# CZ 75 SP01 vs Smith & Wesson M&P Pro CORE



## Jayghf1978

I have been on the market for the CZ 75 SP01 for a few months now, unfortunately with no luck. I have been turning all the rocks to fulfill my satisfactions with CZ, but it seems like going to plan B might not be such a bad idea after all. I am tired of waiting and would want to own a pistol ASAP.

My plan B is Smith and Wesson M&P Pro CORE 9mm, available at local Gander Mountains for $729. I like Smith and Wesson alot, mainly for the ergonomics and the grip feel. It helps that Smith and Wesson is well known for its reliability, few shared negative experiences with the brand. My only beef is that everyone seems to have it, or have had it in the past. Can easily borrow it from friends on the range, without the need to claim my own; which is another reason why I held out for the CZ for so long, only one friend has the phantom. What would the experts advice on CZ75 SP01 vs the S&W M&P Pro CORE?

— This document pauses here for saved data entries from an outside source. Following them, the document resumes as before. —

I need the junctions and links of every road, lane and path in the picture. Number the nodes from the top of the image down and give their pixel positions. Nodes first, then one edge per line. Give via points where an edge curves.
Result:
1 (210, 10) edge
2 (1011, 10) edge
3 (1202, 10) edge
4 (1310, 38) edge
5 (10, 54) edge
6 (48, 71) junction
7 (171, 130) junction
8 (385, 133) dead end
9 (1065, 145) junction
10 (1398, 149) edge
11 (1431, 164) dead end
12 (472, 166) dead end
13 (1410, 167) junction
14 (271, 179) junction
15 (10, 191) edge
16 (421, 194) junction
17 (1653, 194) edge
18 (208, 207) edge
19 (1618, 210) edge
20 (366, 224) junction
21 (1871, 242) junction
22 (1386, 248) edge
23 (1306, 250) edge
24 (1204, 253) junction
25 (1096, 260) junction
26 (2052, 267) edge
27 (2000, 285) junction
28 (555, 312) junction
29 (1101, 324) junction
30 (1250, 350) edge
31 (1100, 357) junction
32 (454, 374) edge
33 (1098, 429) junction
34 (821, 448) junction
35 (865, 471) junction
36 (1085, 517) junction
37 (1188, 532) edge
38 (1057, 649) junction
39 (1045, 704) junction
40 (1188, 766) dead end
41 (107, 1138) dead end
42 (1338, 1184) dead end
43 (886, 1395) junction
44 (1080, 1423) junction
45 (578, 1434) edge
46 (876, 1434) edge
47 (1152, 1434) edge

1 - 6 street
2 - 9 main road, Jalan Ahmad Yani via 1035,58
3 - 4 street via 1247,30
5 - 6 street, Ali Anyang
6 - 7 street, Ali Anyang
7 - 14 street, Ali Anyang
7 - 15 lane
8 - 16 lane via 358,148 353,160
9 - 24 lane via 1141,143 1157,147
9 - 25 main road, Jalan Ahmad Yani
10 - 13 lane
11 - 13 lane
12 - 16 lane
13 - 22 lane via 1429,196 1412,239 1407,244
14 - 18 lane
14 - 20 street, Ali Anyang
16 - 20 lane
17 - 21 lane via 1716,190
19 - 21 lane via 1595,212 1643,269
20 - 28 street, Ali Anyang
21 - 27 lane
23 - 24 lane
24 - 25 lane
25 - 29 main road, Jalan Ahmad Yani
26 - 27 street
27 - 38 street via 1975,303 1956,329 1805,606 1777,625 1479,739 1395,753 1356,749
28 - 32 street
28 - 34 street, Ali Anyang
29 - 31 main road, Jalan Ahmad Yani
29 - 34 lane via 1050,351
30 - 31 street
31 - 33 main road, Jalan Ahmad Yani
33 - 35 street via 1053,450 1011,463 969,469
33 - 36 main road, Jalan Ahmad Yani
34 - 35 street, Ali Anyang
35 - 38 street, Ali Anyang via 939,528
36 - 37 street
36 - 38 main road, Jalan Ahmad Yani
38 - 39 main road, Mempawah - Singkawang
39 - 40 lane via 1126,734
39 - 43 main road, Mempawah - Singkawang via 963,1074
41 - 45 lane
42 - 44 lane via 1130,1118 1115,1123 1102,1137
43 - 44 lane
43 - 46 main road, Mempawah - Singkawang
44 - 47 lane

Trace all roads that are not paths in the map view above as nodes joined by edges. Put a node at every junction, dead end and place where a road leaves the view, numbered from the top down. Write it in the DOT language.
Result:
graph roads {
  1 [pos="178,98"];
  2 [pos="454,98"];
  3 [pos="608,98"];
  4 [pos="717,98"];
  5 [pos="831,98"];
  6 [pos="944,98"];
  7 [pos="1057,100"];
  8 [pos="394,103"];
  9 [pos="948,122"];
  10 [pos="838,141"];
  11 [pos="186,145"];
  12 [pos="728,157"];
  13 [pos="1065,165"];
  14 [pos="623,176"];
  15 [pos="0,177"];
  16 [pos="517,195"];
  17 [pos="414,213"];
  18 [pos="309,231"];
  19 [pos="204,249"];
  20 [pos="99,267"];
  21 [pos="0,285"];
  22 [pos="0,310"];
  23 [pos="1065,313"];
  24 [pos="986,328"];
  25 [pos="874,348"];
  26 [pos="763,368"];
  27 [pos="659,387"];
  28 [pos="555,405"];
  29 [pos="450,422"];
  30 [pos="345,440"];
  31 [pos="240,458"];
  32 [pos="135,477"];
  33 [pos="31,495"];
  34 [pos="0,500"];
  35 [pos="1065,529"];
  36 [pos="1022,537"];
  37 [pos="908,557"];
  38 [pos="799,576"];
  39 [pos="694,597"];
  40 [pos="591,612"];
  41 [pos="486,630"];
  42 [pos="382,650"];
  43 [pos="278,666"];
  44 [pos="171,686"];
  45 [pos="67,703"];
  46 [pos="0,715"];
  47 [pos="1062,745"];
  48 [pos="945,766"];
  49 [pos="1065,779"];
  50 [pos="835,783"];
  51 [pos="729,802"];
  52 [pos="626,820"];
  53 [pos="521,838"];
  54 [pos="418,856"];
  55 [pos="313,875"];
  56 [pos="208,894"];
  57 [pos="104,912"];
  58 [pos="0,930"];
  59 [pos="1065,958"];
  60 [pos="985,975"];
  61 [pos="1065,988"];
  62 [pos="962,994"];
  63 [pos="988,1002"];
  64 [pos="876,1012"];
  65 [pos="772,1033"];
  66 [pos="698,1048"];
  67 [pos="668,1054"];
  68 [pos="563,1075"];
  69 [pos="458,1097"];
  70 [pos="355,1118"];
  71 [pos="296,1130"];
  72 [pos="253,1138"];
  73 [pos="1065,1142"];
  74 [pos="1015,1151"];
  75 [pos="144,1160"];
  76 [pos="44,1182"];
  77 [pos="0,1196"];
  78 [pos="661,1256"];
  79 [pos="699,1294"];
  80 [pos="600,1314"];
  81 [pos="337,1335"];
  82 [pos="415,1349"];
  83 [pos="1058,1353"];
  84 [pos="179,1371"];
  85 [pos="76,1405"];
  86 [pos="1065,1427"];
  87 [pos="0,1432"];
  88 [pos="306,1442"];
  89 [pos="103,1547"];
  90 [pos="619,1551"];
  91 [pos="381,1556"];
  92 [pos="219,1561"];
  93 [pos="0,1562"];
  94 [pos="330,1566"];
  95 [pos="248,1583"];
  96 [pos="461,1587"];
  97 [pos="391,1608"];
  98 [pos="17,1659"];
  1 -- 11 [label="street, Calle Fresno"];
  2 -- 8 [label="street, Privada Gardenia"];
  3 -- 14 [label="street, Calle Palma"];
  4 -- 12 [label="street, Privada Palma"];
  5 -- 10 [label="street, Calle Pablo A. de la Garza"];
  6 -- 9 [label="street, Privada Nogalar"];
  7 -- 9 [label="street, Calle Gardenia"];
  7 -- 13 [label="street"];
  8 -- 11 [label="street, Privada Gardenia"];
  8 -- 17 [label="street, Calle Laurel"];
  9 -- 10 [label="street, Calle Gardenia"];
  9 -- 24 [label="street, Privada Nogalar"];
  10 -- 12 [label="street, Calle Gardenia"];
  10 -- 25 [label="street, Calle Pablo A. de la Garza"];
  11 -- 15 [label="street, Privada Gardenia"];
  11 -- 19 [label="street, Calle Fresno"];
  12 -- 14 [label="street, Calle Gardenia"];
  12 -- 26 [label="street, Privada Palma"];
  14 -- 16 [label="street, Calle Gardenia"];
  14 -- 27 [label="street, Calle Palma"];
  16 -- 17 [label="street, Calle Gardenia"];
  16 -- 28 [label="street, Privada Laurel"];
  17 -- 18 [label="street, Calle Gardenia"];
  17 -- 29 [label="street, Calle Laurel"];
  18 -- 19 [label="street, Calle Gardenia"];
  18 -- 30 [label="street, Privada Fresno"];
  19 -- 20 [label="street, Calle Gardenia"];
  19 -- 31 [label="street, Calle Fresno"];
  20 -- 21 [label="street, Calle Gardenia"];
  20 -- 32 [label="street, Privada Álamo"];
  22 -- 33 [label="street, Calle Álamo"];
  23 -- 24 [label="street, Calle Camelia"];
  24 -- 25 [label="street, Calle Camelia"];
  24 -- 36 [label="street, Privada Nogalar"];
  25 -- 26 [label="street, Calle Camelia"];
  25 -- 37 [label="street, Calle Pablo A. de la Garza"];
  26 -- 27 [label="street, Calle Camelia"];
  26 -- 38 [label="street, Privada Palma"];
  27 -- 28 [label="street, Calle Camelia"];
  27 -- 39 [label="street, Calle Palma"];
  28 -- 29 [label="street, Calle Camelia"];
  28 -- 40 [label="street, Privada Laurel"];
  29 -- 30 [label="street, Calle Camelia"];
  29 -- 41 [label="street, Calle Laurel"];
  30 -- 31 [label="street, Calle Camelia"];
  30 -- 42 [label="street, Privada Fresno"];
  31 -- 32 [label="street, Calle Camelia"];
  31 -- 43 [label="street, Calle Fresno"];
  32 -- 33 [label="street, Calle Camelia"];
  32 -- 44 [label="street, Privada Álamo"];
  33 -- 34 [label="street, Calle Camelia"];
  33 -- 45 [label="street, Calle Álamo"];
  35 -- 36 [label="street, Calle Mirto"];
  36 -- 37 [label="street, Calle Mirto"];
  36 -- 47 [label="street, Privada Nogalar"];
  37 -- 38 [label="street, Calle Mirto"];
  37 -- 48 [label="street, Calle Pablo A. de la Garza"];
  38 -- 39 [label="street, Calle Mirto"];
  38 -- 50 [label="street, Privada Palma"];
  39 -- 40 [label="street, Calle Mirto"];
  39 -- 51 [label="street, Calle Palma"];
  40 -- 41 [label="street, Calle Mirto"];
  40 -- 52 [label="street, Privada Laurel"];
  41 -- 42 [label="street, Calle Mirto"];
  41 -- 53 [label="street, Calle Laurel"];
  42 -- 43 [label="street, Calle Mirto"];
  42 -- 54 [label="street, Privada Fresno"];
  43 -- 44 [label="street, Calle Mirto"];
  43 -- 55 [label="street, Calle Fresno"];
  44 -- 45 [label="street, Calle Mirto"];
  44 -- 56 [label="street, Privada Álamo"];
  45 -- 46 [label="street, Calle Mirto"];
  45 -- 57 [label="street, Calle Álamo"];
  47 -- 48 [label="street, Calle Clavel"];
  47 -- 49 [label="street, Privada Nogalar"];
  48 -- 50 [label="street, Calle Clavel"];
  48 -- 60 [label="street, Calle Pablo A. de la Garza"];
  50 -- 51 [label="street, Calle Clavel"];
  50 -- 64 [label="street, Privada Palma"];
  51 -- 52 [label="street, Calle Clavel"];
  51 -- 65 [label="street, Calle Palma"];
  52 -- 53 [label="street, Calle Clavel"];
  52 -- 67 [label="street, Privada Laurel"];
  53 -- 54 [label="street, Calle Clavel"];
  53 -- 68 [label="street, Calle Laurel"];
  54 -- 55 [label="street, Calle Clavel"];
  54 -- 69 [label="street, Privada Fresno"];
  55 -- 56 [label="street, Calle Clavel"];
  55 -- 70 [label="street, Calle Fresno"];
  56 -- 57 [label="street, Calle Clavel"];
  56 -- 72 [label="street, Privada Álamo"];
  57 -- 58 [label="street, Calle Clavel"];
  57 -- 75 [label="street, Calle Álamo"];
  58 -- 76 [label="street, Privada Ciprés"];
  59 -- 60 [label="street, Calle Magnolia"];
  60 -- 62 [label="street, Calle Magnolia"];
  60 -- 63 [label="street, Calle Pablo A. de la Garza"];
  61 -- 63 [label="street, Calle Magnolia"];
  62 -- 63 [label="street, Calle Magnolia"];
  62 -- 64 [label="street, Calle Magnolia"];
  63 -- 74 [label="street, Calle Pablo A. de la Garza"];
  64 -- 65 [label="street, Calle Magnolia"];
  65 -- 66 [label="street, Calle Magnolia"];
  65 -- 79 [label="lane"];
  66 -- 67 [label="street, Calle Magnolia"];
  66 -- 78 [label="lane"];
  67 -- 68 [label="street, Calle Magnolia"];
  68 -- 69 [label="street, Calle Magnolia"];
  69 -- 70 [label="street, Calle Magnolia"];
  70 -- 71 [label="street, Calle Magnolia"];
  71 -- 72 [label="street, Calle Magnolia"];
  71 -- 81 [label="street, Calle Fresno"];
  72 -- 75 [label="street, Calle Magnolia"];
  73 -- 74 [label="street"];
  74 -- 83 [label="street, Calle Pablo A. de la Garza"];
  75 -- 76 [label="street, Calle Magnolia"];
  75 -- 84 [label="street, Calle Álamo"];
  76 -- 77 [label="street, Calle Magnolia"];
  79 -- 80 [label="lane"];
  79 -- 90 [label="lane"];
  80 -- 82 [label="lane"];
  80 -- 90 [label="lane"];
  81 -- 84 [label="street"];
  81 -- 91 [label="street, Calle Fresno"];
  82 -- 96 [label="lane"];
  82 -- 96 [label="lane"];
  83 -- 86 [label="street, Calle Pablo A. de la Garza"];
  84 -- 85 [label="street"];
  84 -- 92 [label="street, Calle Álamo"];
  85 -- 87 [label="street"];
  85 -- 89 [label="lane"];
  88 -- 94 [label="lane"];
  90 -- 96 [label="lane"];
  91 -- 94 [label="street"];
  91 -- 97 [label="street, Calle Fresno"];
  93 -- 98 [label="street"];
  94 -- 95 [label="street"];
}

I originally considered more expensive models but decided to side with variety. Getting the M&P now can fulfill my desires for the moment, and allow me the patience to wait for the SP01.

Anyone with any input or advice is highly appreciated.

Thanks for reading.


----------



## VAMarine

Unless you plan on shelling out $450 for an optic you don't need the CORE, get the standard M&P.

If pressed I would say the M&P is the better pistol but opinions vary.


----------



## Jayghf1978

Thank you for the advice. I always liked the Smith &Wesson M&P 9, very excited to own my first handgun.


----------



## Overkill0084

Apple vs. Orange. CZ SP01 vs a gussied up M&P? Two entirely different critters. 
CZs can be a challenge to find just lying in the LGS display case. My local shop get's them in and they are gone fairly quickly, even the expensive custom shop models. That said, it's been my experience that most gun shops will order whatever they can to make the sale. It may take a while, but you'll eventually get it if it can be had. If you have no luck locally, check with Bud's or CZ custom.
FWIW, check somewhere other than Gander Mountain. That $729 price on that S&W is MSRP, not exactly a screaming bargain by any stretch. I would think that nearly anyone can beat that price if given a chance.


----------



## Philco

Jayghf1978 said:


> I have been on the market for the CZ 75 SP01 for a few months now, unfortunately with no luck. I have been turning all the rocks to fulfill my satisfactions with CZ, but it seems like going to plan B might not be such a bad idea after all. I am tired of waiting and would want to own a pistol ASAP.
> 
> My plan B is Smith and Wesson M&P Pro CORE 9mm, available at local Gander Mountains for $729. I like Smith and Wesson alot, mainly for the ergonomics and the grip feel. It helps that Smith and Wesson is well known for its reliability, few shared negative experiences with the brand. My only beef is that everyone seems to have it, or have had it in the past. Can easily borrow it from friends on the range, without the need to claim my own; which is another reason why I held out for the CZ for so long, only one friend has the phantom. What would the experts advice on CZ75 SP01 vs the S&W M&P Pro CORE?
> 
> I originally considered more expensive models but decided to side with variety. Getting the M&P now can fulfill my desires for the moment, and allow me the patience to wait for the SP01.
> 
> Anyone with any input or advice is highly appreciated.
> 
> Thanks for reading.


Buds Gun Shop has this CZ in stock right now. Grab one before they are gone !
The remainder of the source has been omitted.